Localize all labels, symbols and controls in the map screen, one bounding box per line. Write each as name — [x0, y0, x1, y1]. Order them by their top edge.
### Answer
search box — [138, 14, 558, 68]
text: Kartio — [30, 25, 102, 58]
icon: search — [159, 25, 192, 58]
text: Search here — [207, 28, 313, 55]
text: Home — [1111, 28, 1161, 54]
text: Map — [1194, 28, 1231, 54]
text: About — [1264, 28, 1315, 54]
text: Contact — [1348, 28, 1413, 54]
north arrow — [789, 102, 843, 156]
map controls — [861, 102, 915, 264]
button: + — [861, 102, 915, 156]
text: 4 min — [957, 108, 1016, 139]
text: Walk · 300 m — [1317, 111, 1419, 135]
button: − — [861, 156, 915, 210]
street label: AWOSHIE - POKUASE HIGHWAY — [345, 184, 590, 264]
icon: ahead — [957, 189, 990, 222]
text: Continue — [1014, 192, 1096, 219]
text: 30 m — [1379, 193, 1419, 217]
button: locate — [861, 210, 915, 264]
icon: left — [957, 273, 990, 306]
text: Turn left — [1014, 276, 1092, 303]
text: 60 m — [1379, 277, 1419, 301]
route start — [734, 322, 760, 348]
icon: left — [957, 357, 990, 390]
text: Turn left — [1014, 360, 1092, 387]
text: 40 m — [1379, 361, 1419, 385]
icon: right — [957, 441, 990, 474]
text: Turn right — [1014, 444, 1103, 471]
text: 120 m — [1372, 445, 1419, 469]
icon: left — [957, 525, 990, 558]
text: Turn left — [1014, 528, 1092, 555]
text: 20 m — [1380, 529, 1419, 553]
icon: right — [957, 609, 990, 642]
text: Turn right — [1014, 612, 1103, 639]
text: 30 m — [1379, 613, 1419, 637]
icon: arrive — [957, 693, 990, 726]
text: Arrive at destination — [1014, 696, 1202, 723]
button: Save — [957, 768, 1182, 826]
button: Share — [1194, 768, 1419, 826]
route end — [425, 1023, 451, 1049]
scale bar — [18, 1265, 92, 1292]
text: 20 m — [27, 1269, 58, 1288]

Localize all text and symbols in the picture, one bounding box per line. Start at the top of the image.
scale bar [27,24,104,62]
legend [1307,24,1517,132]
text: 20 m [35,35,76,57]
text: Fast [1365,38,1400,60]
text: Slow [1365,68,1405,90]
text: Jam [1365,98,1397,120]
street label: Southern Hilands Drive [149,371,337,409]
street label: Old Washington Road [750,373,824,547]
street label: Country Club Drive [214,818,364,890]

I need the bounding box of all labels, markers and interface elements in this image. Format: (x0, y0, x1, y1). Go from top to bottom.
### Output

= = =

TASK TO CARRY OUT: With every line intact, output the listing above exactly.

RESULT:
Localize all labels, symbols and controls in the map screen, one bounding box per line. Write each as name — [x0, y0, x1, y1]. Order them by their top edge.
### Answer
search box — [138, 14, 558, 68]
text: Kartio — [30, 25, 102, 58]
icon: search — [159, 25, 192, 58]
text: Search here — [207, 28, 313, 55]
text: Home — [1111, 28, 1161, 54]
text: Map — [1194, 28, 1231, 54]
text: About — [1264, 28, 1315, 54]
text: Contact — [1348, 28, 1413, 54]
north arrow — [789, 102, 843, 156]
map controls — [861, 102, 915, 264]
button: + — [861, 102, 915, 156]
text: 4 min — [957, 108, 1016, 139]
text: Walk · 300 m — [1317, 111, 1419, 135]
button: − — [861, 156, 915, 210]
street label: AWOSHIE - POKUASE HIGHWAY — [345, 184, 590, 264]
icon: ahead — [957, 189, 990, 222]
text: Continue — [1014, 192, 1096, 219]
text: 30 m — [1379, 193, 1419, 217]
button: locate — [861, 210, 915, 264]
icon: left — [957, 273, 990, 306]
text: Turn left — [1014, 276, 1092, 303]
text: 60 m — [1379, 277, 1419, 301]
route start — [734, 322, 760, 348]
icon: left — [957, 357, 990, 390]
text: Turn left — [1014, 360, 1092, 387]
text: 40 m — [1379, 361, 1419, 385]
icon: right — [957, 441, 990, 474]
text: Turn right — [1014, 444, 1103, 471]
text: 120 m — [1372, 445, 1419, 469]
icon: left — [957, 525, 990, 558]
text: Turn left — [1014, 528, 1092, 555]
text: 20 m — [1380, 529, 1419, 553]
icon: right — [957, 609, 990, 642]
text: Turn right — [1014, 612, 1103, 639]
text: 30 m — [1379, 613, 1419, 637]
icon: arrive — [957, 693, 990, 726]
text: Arrive at destination — [1014, 696, 1202, 723]
button: Save — [957, 768, 1182, 826]
button: Share — [1194, 768, 1419, 826]
route end — [425, 1023, 451, 1049]
scale bar — [18, 1265, 92, 1292]
text: 20 m — [27, 1269, 58, 1288]

Localize all text and symbols in the picture, one bounding box per line. Start at the top of the image.
scale bar [27,24,104,62]
legend [1307,24,1517,132]
text: 20 m [35,35,76,57]
text: Fast [1365,38,1400,60]
text: Slow [1365,68,1405,90]
text: Jam [1365,98,1397,120]
street label: Southern Hilands Drive [149,371,337,409]
street label: Old Washington Road [750,373,824,547]
street label: Country Club Drive [214,818,364,890]

I need the bounding box of all labels, markers and interface elements in this image. Format: (x0, y0, x1, y1). Go from top to bottom.
### Output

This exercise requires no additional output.